As I noted yesterday:
It gave the FDIC direct access — something they did not have if they were not the PFR — not unlimited authority.
To me, the part of this deal that has me curious is to see what impact it will have on the banks who go “regulator shopping” to look for the weakest regulator. With this new agreement, the FDIC can dig into their books regardless of who the PFR is.
Given most of the rest of the news, we’ll (or at least I’ll) take whatever small steps of progress available
Only marginally, banks are still allowed to use mark to fantasy to value their assets, thus pumping up their balance sheets. So you will still see banks that look viable on paper going under and then having their assets resolved at something like 60 cents on the dollar (revealing how much more deeply underwater they were).
If Shelia Blair was doing her job, she would have been enforcing the powers of the FDIC that already exist. She hasn’t.
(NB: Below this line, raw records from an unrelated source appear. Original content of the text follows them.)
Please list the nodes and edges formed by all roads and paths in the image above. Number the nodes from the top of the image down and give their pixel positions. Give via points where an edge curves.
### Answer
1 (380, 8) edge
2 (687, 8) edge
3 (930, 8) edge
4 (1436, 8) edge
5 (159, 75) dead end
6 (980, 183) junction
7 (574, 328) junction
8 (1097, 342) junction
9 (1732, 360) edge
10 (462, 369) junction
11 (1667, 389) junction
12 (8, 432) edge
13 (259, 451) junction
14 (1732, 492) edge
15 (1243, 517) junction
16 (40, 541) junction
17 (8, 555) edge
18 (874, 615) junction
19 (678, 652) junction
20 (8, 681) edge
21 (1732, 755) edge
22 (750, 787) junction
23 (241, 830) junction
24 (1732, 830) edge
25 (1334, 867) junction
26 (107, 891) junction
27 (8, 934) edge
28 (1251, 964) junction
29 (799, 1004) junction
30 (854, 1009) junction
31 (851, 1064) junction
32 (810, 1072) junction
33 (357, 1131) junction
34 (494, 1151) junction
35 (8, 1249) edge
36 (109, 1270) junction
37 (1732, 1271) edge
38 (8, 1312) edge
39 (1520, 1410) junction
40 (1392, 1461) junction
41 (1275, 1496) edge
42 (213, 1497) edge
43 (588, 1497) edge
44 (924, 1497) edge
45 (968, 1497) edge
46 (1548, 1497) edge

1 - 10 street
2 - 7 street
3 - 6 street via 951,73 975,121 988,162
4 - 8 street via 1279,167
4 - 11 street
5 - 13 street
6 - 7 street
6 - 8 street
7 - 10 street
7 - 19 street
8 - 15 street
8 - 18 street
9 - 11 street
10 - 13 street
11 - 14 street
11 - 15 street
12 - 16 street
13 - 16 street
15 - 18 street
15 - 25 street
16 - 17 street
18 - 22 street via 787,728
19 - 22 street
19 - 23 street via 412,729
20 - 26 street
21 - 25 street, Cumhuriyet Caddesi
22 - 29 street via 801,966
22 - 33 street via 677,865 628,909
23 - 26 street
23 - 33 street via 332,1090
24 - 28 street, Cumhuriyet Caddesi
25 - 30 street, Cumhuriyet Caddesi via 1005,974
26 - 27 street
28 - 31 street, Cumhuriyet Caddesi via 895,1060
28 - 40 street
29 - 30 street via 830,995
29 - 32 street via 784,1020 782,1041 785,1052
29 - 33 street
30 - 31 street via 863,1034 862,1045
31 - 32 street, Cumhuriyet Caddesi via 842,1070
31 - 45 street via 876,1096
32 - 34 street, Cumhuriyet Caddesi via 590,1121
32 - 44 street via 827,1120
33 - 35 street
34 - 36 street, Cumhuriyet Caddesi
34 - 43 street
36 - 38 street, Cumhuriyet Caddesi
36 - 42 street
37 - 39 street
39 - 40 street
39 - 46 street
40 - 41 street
big deal … if i recall, other federal agencies were in positions to act. but chose not to. if you don’t have the inclination to act, all the tools in the toolbox won’t mean a fucking thing.
We might win something? Really?
Sounds like Sheila Bair’s the next designated scapegoat for the coming series of big-bank collapses. “We gave her unlimited authority…. but she did nothing to stop this.” There are powerful forces arrayed against her, just as there were against Brooksley Born, who won’t stop until she’s sidelined or defanged.
And if the Carly Failurina’s of the world get elected to the Senate, it ain’t gonna happen as she believes that the federal government is already over staffed.
http://www.calitics.com/diary/12123/fiorina-higher-unemployment-good-for-america
In the meantime, the champers stays in the fridge.